▶ [DATA SHOWN]
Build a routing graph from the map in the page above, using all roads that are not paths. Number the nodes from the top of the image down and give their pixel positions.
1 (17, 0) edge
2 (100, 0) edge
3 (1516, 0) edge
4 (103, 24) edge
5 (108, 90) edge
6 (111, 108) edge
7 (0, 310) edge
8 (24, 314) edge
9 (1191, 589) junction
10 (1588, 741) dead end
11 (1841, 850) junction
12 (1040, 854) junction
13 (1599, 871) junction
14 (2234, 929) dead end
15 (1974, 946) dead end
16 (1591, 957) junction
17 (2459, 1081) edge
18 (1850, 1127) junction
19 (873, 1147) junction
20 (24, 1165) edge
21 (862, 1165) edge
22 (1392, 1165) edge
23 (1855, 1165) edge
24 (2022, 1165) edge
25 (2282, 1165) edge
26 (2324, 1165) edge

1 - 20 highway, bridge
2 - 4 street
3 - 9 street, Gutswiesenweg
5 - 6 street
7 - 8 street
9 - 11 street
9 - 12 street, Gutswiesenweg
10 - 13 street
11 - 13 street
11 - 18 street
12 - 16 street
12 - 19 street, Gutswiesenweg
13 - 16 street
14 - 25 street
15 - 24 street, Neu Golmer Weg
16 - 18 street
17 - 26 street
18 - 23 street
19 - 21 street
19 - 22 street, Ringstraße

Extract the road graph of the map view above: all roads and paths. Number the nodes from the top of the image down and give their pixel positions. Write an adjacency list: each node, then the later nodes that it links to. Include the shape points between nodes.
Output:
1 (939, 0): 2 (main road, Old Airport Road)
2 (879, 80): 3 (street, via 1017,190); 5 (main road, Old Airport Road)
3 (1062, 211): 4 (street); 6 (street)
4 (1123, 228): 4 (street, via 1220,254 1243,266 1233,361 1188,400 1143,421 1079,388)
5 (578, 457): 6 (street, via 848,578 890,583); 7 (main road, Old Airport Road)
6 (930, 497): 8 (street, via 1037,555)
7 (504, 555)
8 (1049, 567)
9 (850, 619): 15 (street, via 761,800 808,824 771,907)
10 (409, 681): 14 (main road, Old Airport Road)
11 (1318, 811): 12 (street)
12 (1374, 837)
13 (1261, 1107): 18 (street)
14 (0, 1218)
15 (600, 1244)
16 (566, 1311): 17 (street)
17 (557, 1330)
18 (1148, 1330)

▶ [EXERCISE BRIEF]
For each line in the data, set it down again exactly.

▶ [REPLY]
Build a routing graph from the map in the page above, using all roads that are not paths. Number the nodes from the top of the image down and give their pixel positions.
1 (17, 0) edge
2 (100, 0) edge
3 (1516, 0) edge
4 (103, 24) edge
5 (108, 90) edge
6 (111, 108) edge
7 (0, 310) edge
8 (24, 314) edge
9 (1191, 589) junction
10 (1588, 741) dead end
11 (1841, 850) junction
12 (1040, 854) junction
13 (1599, 871) junction
14 (2234, 929) dead end
15 (1974, 946) dead end
16 (1591, 957) junction
17 (2459, 1081) edge
18 (1850, 1127) junction
19 (873, 1147) junction
20 (24, 1165) edge
21 (862, 1165) edge
22 (1392, 1165) edge
23 (1855, 1165) edge
24 (2022, 1165) edge
25 (2282, 1165) edge
26 (2324, 1165) edge

1 - 20 highway, bridge
2 - 4 street
3 - 9 street, Gutswiesenweg
5 - 6 street
7 - 8 street
9 - 11 street
9 - 12 street, Gutswiesenweg
10 - 13 street
11 - 13 street
11 - 18 street
12 - 16 street
12 - 19 street, Gutswiesenweg
13 - 16 street
14 - 25 street
15 - 24 street, Neu Golmer Weg
16 - 18 street
17 - 26 street
18 - 23 street
19 - 21 street
19 - 22 street, Ringstraße

Extract the road graph of the map view above: all roads and paths. Number the nodes from the top of the image down and give their pixel positions. Write an adjacency list: each node, then the later nodes that it links to. Include the shape points between nodes.
Output:
1 (939, 0): 2 (main road, Old Airport Road)
2 (879, 80): 3 (street, via 1017,190); 5 (main road, Old Airport Road)
3 (1062, 211): 4 (street); 6 (street)
4 (1123, 228): 4 (street, via 1220,254 1243,266 1233,361 1188,400 1143,421 1079,388)
5 (578, 457): 6 (street, via 848,578 890,583); 7 (main road, Old Airport Road)
6 (930, 497): 8 (street, via 1037,555)
7 (504, 555)
8 (1049, 567)
9 (850, 619): 15 (street, via 761,800 808,824 771,907)
10 (409, 681): 14 (main road, Old Airport Road)
11 (1318, 811): 12 (street)
12 (1374, 837)
13 (1261, 1107): 18 (street)
14 (0, 1218)
15 (600, 1244)
16 (566, 1311): 17 (street)
17 (557, 1330)
18 (1148, 1330)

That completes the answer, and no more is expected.